SENIGALLIA – E’ una domanda che si fanno in molti. Natale è la festa dei tanti riti. Non solo dei riti religiosi con i quali i credenti celebrano la nascita di Gesù, il figlio di Dio che si è fatto uomo per liberare la nostra esistenza dalla morsa mortale del male, ma anche dei riti di chi non è propriamente interessato a fare festa, perché “ci è nato un salvatore”, ma che però prende spunto da questa ricorrenza liturgica per fare comunque festa. Tra i gesti che caratterizzano la festa del natale, quello dei regali risulta particolarmente apprezzato.
Fare, ricevere, un regalo è un gesto apprezzato per diverse ragioni. Una su tutte, perché segnala la buona qualità di una relazione, l’apprezzamento di una persona, il riconoscimento del valore che rappresenta per la nostra vita e di quello che noi rappresentiamo per la sua vita.
Fare un regalo è però anche un gesto impegnativo, “rischioso”. Impegnativo perché non è scontato che il nostro regalo sia apprezzato da chi lo riceve; “rischioso”, perché potrebbe essere sottovalutato o addirittura, rifiutato, equivocato nel suo significato.
Di quali regali abbiamo bisogno in questo tempo, dove, almeno nel nostro territorio, oltre agli strascichi del Covid e l’irrompere di una guerra che, se, ancorché distante, ci rattrista per il carico di morte, di distruzione e ci inquieta perché rende ancora più precaria la nostra esistenza, abbiamo subito una devastante alluvione e un terremoto che, anche se non ha prodotto danni come l’alluvione, ha però creato tanti disagi?

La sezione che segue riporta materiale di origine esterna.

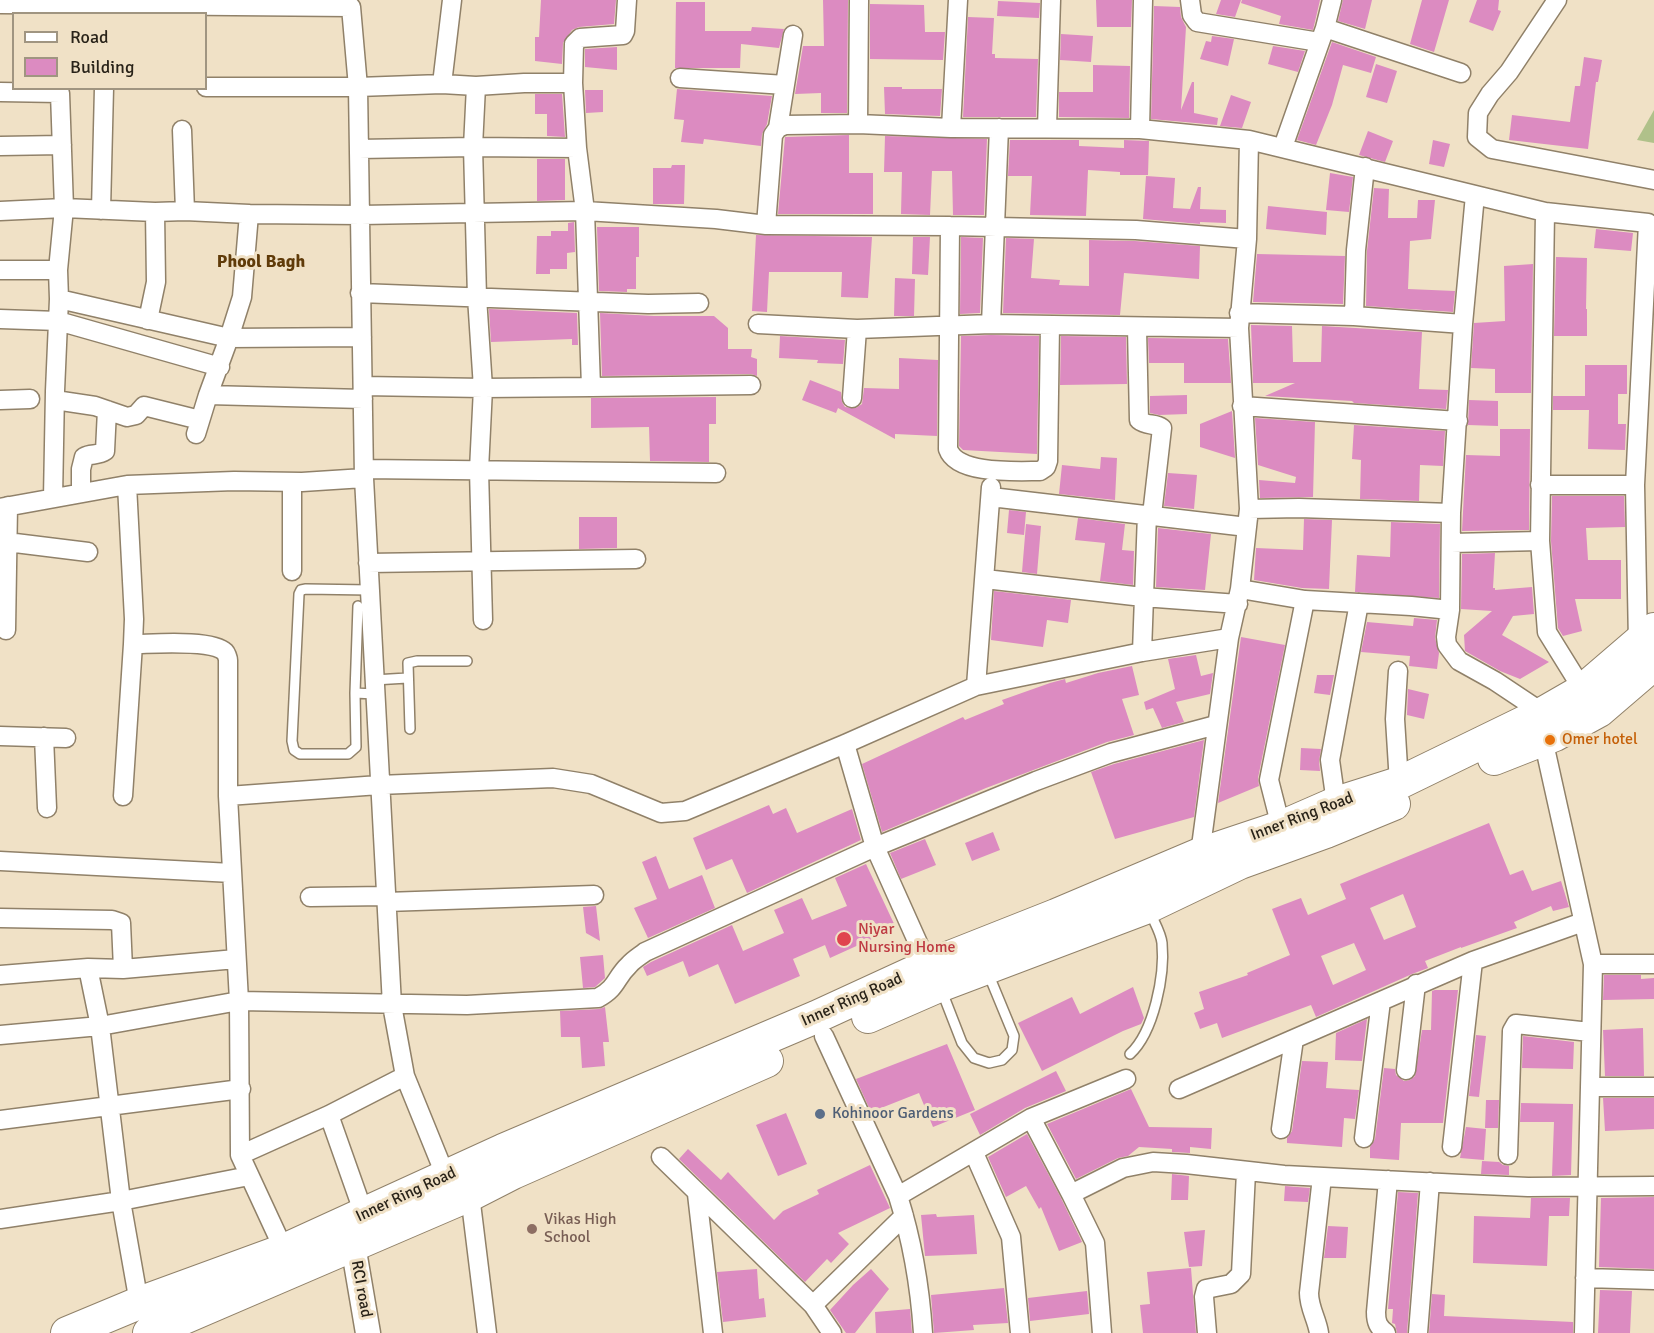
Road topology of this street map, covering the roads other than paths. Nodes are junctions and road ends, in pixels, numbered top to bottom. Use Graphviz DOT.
graph roads {
  1 [pos="452,0"];
  2 [pos="627,0"];
  3 [pos="859,0"];
  4 [pos="958,0"];
  5 [pos="1051,0"];
  6 [pos="1143,0"];
  7 [pos="1191,0"];
  8 [pos="1332,0"];
  9 [pos="1557,0"];
  10 [pos="351,3"];
  11 [pos="0,4"];
  12 [pos="179,6"];
  13 [pos="792,35"];
  14 [pos="1322,35"];
  15 [pos="1461,73"];
  16 [pos="680,78"];
  17 [pos="573,83"];
  18 [pos="442,84"];
  19 [pos="785,84"];
  20 [pos="476,86"];
  21 [pos="207,87"];
  22 [pos="358,87"];
  23 [pos="104,90"];
  24 [pos="0,92"];
  25 [pos="858,124"];
  26 [pos="778,128"];
  27 [pos="951,128"];
  28 [pos="999,128"];
  29 [pos="1047,128"];
  30 [pos="1140,129"];
  31 [pos="182,130"];
  32 [pos="1249,140"];
  33 [pos="62,145"];
  34 [pos="0,146"];
  35 [pos="473,147"];
  36 [pos="1283,147"];
  37 [pos="577,148"];
  38 [pos="359,149"];
  39 [pos="1365,167"];
  40 [pos="1654,180"];
  41 [pos="1475,195"];
  42 [pos="64,208"];
  43 [pos="101,210"];
  44 [pos="0,211"];
  45 [pos="185,211"];
  46 [pos="585,211"];
  47 [pos="155,212"];
  48 [pos="476,212"];
  49 [pos="1545,212"];
  50 [pos="249,214"];
  51 [pos="361,215"];
  52 [pos="766,225"];
  53 [pos="950,226"];
  54 [pos="994,228"];
  55 [pos="1247,239"];
  56 [pos="0,270"];
  57 [pos="58,270"];
  58 [pos="360,293"];
  59 [pos="477,297"];
  60 [pos="59,298"];
  61 [pos="587,302"];
  62 [pos="699,303"];
  63 [pos="1354,316"];
  64 [pos="0,319"];
  65 [pos="148,320"];
  66 [pos="58,321"];
  67 [pos="1239,321"];
  68 [pos="758,324"];
  69 [pos="992,324"];
  70 [pos="1463,324"];
  71 [pos="1050,325"];
  72 [pos="949,326"];
  73 [pos="1137,328"];
  74 [pos="857,329"];
  75 [pos="362,337"];
  76 [pos="229,338"];
  77 [pos="220,367"];
  78 [pos="751,385"];
  79 [pos="591,387"];
  80 [pos="483,388"];
  81 [pos="363,393"];
  82 [pos="208,395"];
  83 [pos="852,398"];
  84 [pos="30,399"];
  85 [pos="0,400"];
  86 [pos="55,400"];
  87 [pos="1242,406"];
  88 [pos="107,410"];
  89 [pos="1458,421"];
  90 [pos="479,470"];
  91 [pos="991,470"];
  92 [pos="364,473"];
  93 [pos="716,473"];
  94 [pos="292,482"];
  95 [pos="127,485"];
  96 [pos="1540,485"];
  97 [pos="1635,485"];
  98 [pos="81,493"];
  99 [pos="992,497"];
  100 [pos="53,498"];
  101 [pos="4,507"];
  102 [pos="1249,508"];
  103 [pos="1451,513"];
  104 [pos="1150,514"];
  105 [pos="1247,527"];
  106 [pos="1540,541"];
  107 [pos="7,542"];
  108 [pos="1451,543"];
  109 [pos="88,552"];
  110 [pos="636,559"];
  111 [pos="482,561"];
  112 [pos="368,563"];
  113 [pos="292,571"];
  114 [pos="985,579"];
  115 [pos="1239,596"];
  116 [pos="1143,597"];
  117 [pos="1305,600"];
  118 [pos="363,602"];
  119 [pos="1359,603"];
  120 [pos="1450,610"];
  121 [pos="483,620"];
  122 [pos="6,630"];
  123 [pos="364,638"];
  124 [pos="1229,638"];
  125 [pos="133,644"];
  126 [pos="1649,645"];
  127 [pos="1142,652"];
  128 [pos="467,661"];
  129 [pos="1398,671"];
  130 [pos="407,678"];
  131 [pos="976,686"];
  132 [pos="374,687"];
  133 [pos="1583,690"];
  134 [pos="355,693"];
  135 [pos="1216,725"];
  136 [pos="1543,726"];
  137 [pos="410,729"];
  138 [pos="0,736"];
  139 [pos="44,737"];
  140 [pos="66,738"];
  141 [pos="845,744"];
  142 [pos="1399,783"];
  143 [pos="379,784"];
  144 [pos="123,796"];
  145 [pos="228,796"];
  146 [pos="1336,803"];
  147 [pos="47,808"];
  148 [pos="1281,827"];
  149 [pos="875,847"];
  150 [pos="1200,854"];
  151 [pos="0,861"];
  152 [pos="232,873"];
  153 [pos="594,895"];
  154 [pos="310,897"];
  155 [pos="386,899"];
  156 [pos="1148,907"];
  157 [pos="0,918"];
  158 [pos="1583,922"];
  159 [pos="236,959"];
  160 [pos="1473,961"];
  161 [pos="1593,964"];
  162 [pos="1654,964"];
  163 [pos="88,968"];
  164 [pos="986,968"];
  165 [pos="123,969"];
  166 [pos="0,975"];
  167 [pos="933,976"];
  168 [pos="1416,984"];
  169 [pos="239,1001"];
  170 [pos="1381,1001"];
  171 [pos="392,1005"];
  172 [pos="100,1026"];
  173 [pos="1590,1032"];
  174 [pos="0,1035"];
  175 [pos="824,1036"];
  176 [pos="1294,1039"];
  177 [pos="1130,1054"];
  178 [pos="1406,1070"];
  179 [pos="405,1076"];
  180 [pos="1126,1079"];
  181 [pos="1590,1087"];
  182 [pos="1654,1087"];
  183 [pos="241,1089"];
  184 [pos="1179,1089"];
  185 [pos="110,1106"];
  186 [pos="329,1115"];
  187 [pos="1031,1118"];
  188 [pos="0,1120"];
  189 [pos="1281,1129"];
  190 [pos="1364,1138"];
  191 [pos="1452,1147"];
  192 [pos="974,1153"];
  193 [pos="240,1155"];
  194 [pos="1508,1155"];
  195 [pos="661,1157"];
  196 [pos="1246,1172"];
  197 [pos="249,1176"];
  198 [pos="1322,1177"];
  199 [pos="1388,1180"];
  200 [pos="1430,1182"];
  201 [pos="458,1186"];
  202 [pos="1654,1186"];
  203 [pos="1586,1187"];
  204 [pos="697,1194"];
  205 [pos="1071,1194"];
  206 [pos="898,1196"];
  207 [pos="121,1200"];
  208 [pos="364,1214"];
  209 [pos="904,1216"];
  210 [pos="0,1219"];
  211 [pos="353,1245"];
  212 [pos="284,1250"];
  213 [pos="1585,1278"];
  214 [pos="1654,1280"];
  215 [pos="139,1304"];
  216 [pos="813,1305"];
  217 [pos="67,1333"];
  218 [pos="148,1333"];
  219 [pos="368,1333"];
  220 [pos="487,1333"];
  221 [pos="713,1333"];
  222 [pos="832,1333"];
  223 [pos="923,1333"];
  224 [pos="1020,1333"];
  225 [pos="1102,1333"];
  226 [pos="1207,1333"];
  227 [pos="1319,1333"];
  228 [pos="1386,1333"];
  229 [pos="1418,1333"];
  230 [pos="1584,1333"];
  1 -- 18 [label="street"];
  2 -- 17 [label="street"];
  3 -- 25 [label="street"];
  4 -- 27 [label="street"];
  5 -- 29 [label="street"];
  6 -- 30 [label="street"];
  7 -- 14 [label="street"];
  8 -- 14 [label="street"];
  9 -- 40 [label="street"];
  10 -- 12 [label="street"];
  10 -- 22 [label="street"];
  11 -- 12 [label="street"];
  13 -- 19 [label="street"];
  14 -- 15 [label="street"];
  14 -- 36 [label="street"];
  16 -- 19 [label="street"];
  17 -- 20 [label="street"];
  17 -- 37 [label="street"];
  18 -- 20 [label="street"];
  18 -- 22 [label="street"];
  19 -- 26 [label="street"];
  20 -- 35 [label="street"];
  21 -- 22 [label="street"];
  22 -- 38 [label="street"];
  23 -- 43 [label="street"];
  24 -- 33 [label="street"];
  25 -- 26 [label="street"];
  25 -- 27 [label="street"];
  26 -- 52 [label="street"];
  27 -- 28 [label="street"];
  28 -- 29 [label="street"];
  28 -- 54 [label="street"];
  29 -- 30 [label="street"];
  30 -- 32 [label="street"];
  31 -- 45 [label="street"];
  32 -- 36 [label="street"];
  32 -- 55 [label="street"];
  33 -- 34 [label="street"];
  33 -- 42 [label="street"];
  35 -- 37 [label="street"];
  35 -- 38 [label="street"];
  35 -- 48 [label="street"];
  36 -- 39 [label="street"];
  37 -- 46 [label="street"];
  38 -- 51 [label="street"];
  39 -- 41 [label="street"];
  39 -- 63 [label="street"];
  41 -- 49 [label="street"];
  41 -- 70 [label="street"];
  42 -- 43 [label="street"];
  42 -- 44 [label="street"];
  42 -- 57 [label="street"];
  43 -- 47 [label="street"];
  45 -- 47 [label="street"];
  45 -- 50 [label="street"];
  46 -- 48 [label="street"];
  46 -- 52 [label="street"];
  46 -- 61 [label="street"];
  47 -- 65 [label="street"];
  48 -- 51 [label="street"];
  48 -- 59 [label="street"];
  49 -- 96 [label="street"];
  49 -- 97 [label="street"];
  50 -- 51 [label="street"];
  50 -- 76 [label="street"];
  51 -- 58 [label="street"];
  52 -- 53 [label="street"];
  53 -- 54 [label="street"];
  53 -- 72 [label="street"];
  54 -- 55 [label="street"];
  54 -- 69 [label="street"];
  55 -- 67 [label="street"];
  56 -- 57 [label="street"];
  57 -- 60 [label="street"];
  58 -- 59 [label="street"];
  58 -- 75 [label="street"];
  59 -- 61 [label="street"];
  59 -- 80 [label="street"];
  60 -- 65 [label="street"];
  60 -- 66 [label="street"];
  61 -- 62 [label="street"];
  61 -- 79 [label="street"];
  63 -- 67 [label="street"];
  63 -- 70 [label="street"];
  64 -- 66 [label="street"];
  65 -- 76 [label="street"];
  66 -- 77 [label="street"];
  66 -- 86 [label="street"];
  67 -- 73 [label="street"];
  67 -- 87 [label="street"];
  68 -- 74 [label="street"];
  69 -- 71 [label="street"];
  69 -- 72 [label="street"];
  70 -- 89 [label="street"];
  71 -- 73 [label="street"];
  71 -- 91 [label="street"];
  72 -- 74 [label="street"];
  72 -- 91 [label="street"];
  73 -- 104 [label="street"];
  74 -- 83 [label="street"];
  75 -- 76 [label="street"];
  75 -- 81 [label="street"];
  76 -- 77 [label="street"];
  77 -- 82 [label="street"];
  78 -- 79 [label="street"];
  79 -- 80 [label="street"];
  80 -- 81 [label="street"];
  80 -- 90 [label="street"];
  81 -- 82 [label="street"];
  81 -- 92 [label="street"];
  82 -- 88 [label="street"];
  84 -- 85 [label="street"];
  86 -- 88 [label="street"];
  86 -- 100 [label="street"];
  87 -- 89 [label="street"];
  87 -- 102 [label="street"];
  88 -- 98 [label="street"];
  89 -- 103 [label="street"];
  90 -- 92 [label="street"];
  90 -- 93 [label="street"];
  90 -- 111 [label="street"];
  91 -- 99 [label="street"];
  92 -- 94 [label="street"];
  92 -- 112 [label="street"];
  94 -- 95 [label="street"];
  94 -- 113 [label="street"];
  95 -- 98 [label="street"];
  95 -- 125 [label="street"];
  96 -- 97 [label="street"];
  96 -- 106 [label="street"];
  97 -- 126 [label="street"];
  98 -- 100 [label="street"];
  99 -- 104 [label="street"];
  99 -- 114 [label="street"];
  100 -- 101 [label="street"];
  101 -- 107 [label="street"];
  102 -- 103 [label="street"];
  102 -- 105 [label="street"];
  103 -- 108 [label="street"];
  104 -- 105 [label="street"];
  104 -- 116 [label="street"];
  105 -- 115 [label="street"];
  106 -- 108 [label="street"];
  106 -- 133 [label="street"];
  107 -- 109 [label="street"];
  107 -- 122 [label="street"];
  108 -- 120 [label="street"];
  110 -- 111 [label="street"];
  111 -- 112 [label="street"];
  111 -- 121 [label="street"];
  112 -- 118 [label="street"];
  114 -- 116 [label="street"];
  114 -- 131 [label="street"];
  115 -- 116 [label="street"];
  115 -- 117 [label="street"];
  115 -- 124 [label="street"];
  116 -- 127 [label="street"];
  117 -- 119 [label="street"];
  117 -- 148 [label="street"];
  118 -- 123 [label="street"];
  118 -- 134 [label="lane"];
  119 -- 120 [label="street"];
  119 -- 146 [label="street"];
  120 -- 136 [label="street"];
  123 -- 132 [label="street"];
  123 -- 134 [label="lane"];
  124 -- 127 [label="street"];
  124 -- 135 [label="street"];
  125 -- 144 [label="street"];
  125 -- 145 [label="street"];
  126 -- 133 [label="highway, Inner Ring Road"];
  126 -- 136 [label="highway, Inner Ring Road"];
  127 -- 131 [label="street"];
  128 -- 130 [label="lane"];
  129 -- 142 [label="street"];
  130 -- 132 [label="lane"];
  130 -- 137 [label="lane"];
  131 -- 141 [label="street"];
  132 -- 134 [label="lane"];
  132 -- 143 [label="street"];
  133 -- 136 [label="highway, Inner Ring Road"];
  135 -- 149 [label="street"];
  135 -- 150 [label="street"];
  136 -- 142 [label="highway, Inner Ring Road"];
  136 -- 156 [label="highway, Inner Ring Road"];
  136 -- 158 [label="street"];
  138 -- 139 [label="street"];
  139 -- 140 [label="street"];
  139 -- 147 [label="street"];
  141 -- 143 [label="street"];
  141 -- 149 [label="street"];
  142 -- 146 [label="highway, Inner Ring Road"];
  143 -- 145 [label="street"];
  143 -- 155 [label="street"];
  145 -- 152 [label="street"];
  146 -- 148 [label="highway, Inner Ring Road"];
  148 -- 150 [label="highway, Inner Ring Road"];
  149 -- 167 [label="street"];
  149 -- 171 [label="street"];
  150 -- 167 [label="highway, Inner Ring Road"];
  151 -- 152 [label="street"];
  152 -- 159 [label="street"];
  153 -- 155 [label="street"];
  154 -- 155 [label="street"];
  155 -- 171 [label="street"];
  156 -- 164 [label="highway, Inner Ring Road"];
  156 -- 177 [label="lane"];
  157 -- 165 [label="street"];
  158 -- 160 [label="street"];
  158 -- 161 [label="street"];
  159 -- 165 [label="street"];
  159 -- 169 [label="street"];
  160 -- 168 [label="street"];
  160 -- 191 [label="street"];
  161 -- 162 [label="street"];
  161 -- 173 [label="street"];
  163 -- 165 [label="street"];
  163 -- 166 [label="street"];
  163 -- 172 [label="street"];
  164 -- 167 [label="highway, Inner Ring Road"];
  164 -- 167 [label="lane"];
  167 -- 175 [label="highway, Inner Ring Road"];
  167 -- 201 [label="highway, Inner Ring Road"];
  168 -- 170 [label="street"];
  168 -- 178 [label="street"];
  169 -- 171 [label="street"];
  169 -- 172 [label="street"];
  169 -- 183 [label="street"];
  170 -- 176 [label="street"];
  170 -- 190 [label="street"];
  171 -- 179 [label="street"];
  172 -- 174 [label="street"];
  172 -- 185 [label="street"];
  173 -- 181 [label="street"];
  173 -- 194 [label="street"];
  175 -- 201 [label="highway, Inner Ring Road"];
  175 -- 206 [label="street"];
  176 -- 184 [label="street"];
  176 -- 189 [label="street"];
  179 -- 186 [label="street"];
  179 -- 201 [label="street"];
  180 -- 187 [label="street"];
  181 -- 182 [label="street"];
  181 -- 203 [label="street"];
  183 -- 185 [label="street"];
  183 -- 193 [label="street"];
  185 -- 188 [label="street"];
  185 -- 207 [label="street"];
  186 -- 193 [label="street"];
  186 -- 208 [label="street"];
  187 -- 192 [label="street"];
  187 -- 205 [label="street"];
  192 -- 206 [label="street"];
  192 -- 224 [label="street"];
  193 -- 197 [label="street"];
  195 -- 204 [label="street"];
  196 -- 198 [label="street"];
  196 -- 205 [label="street"];
  196 -- 226 [label="street"];
  197 -- 207 [label="street"];
  197 -- 212 [label="street"];
  198 -- 199 [label="street"];
  198 -- 227 [label="street"];
  199 -- 200 [label="street"];
  199 -- 228 [label="street"];
  200 -- 203 [label="street"];
  200 -- 229 [label="street"];
  201 -- 208 [label="highway, Inner Ring Road"];
  201 -- 211 [label="highway, Inner Ring Road"];
  201 -- 220 [label="street"];
  202 -- 203 [label="street"];
  203 -- 213 [label="street"];
  204 -- 216 [label="street"];
  204 -- 221 [label="street"];
  205 -- 225 [label="street"];
  206 -- 209 [label="street"];
  207 -- 210 [label="street"];
  207 -- 215 [label="street"];
  208 -- 212 [label="highway, Inner Ring Road"];
  209 -- 216 [label="street"];
  209 -- 223 [label="street"];
  211 -- 218 [label="highway, Inner Ring Road"];
  211 -- 219 [label="street, RCI road"];
  212 -- 215 [label="highway, Inner Ring Road"];
  213 -- 214 [label="street"];
  213 -- 230 [label="street"];
  215 -- 217 [label="highway, Inner Ring Road"];
  216 -- 222 [label="street"];
}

Penso che il regalo più “utile” per il natale di quest’anno sia quello di una speranza solida, forte. La speranza che finalmente, il nostro territorio sia messo in sicurezza nei suoi punti più fragili; la speranza di poter riabitare le nostre case, nuovamente arredate e restituire piena attività ai luoghi di lavoro; la speranza che quella generosa solidarietà da parte di molte persone, in gran parte giovani, che senza essere state ingaggiate, sono giunte da ogni parte d’Italia nei giorni tristi dell’alluvione, che ci ha sorpreso e consolato, diventi pratica quotidiana nella nostra vita.
Da ultimo, ma non meno importante, la speranza che la pace torni a essere il clima dei rapporti, non solo fra le nazioni, ma anche fra le persone.
Questi “volti” della speranza, se stanno a cuore a tutte le persone, credenti e non, sollecitano i credenti ad apprezzare il regalo grande ricevuto, quello del figlio di Dio che si presenta a noi come il datore e garante di una speranza che non è rimando a un futuro indeterminato, senza contorni, ma che dà una risposta non deludente alle tante nostre speranze, perché lui stesso rappresenta la speranza per la vita di tutti.
L’augurio che rivolgo a tutti è che possiamo trovare una speranza solida, affidabile, per la nostra vita e che questa speranza sia riconosciuta in quel bambino che quando è venuto al mondo è stato “avvolto in fasce” e posto “in una mangiatoia”, al quale è stato posto un nome rassicurante, Gesù, “colui che salva” la vita degli uomini, con le loro speranze. Un nome che il figlio di Dio ha onorato con la sua esistenza in mezzo a noi e che continua a onorare quando lo riconosciamo come regalo prezioso per la nostra vita e per questo gli assicuriamo la nostra fiducia, gli prestiamo ascolto.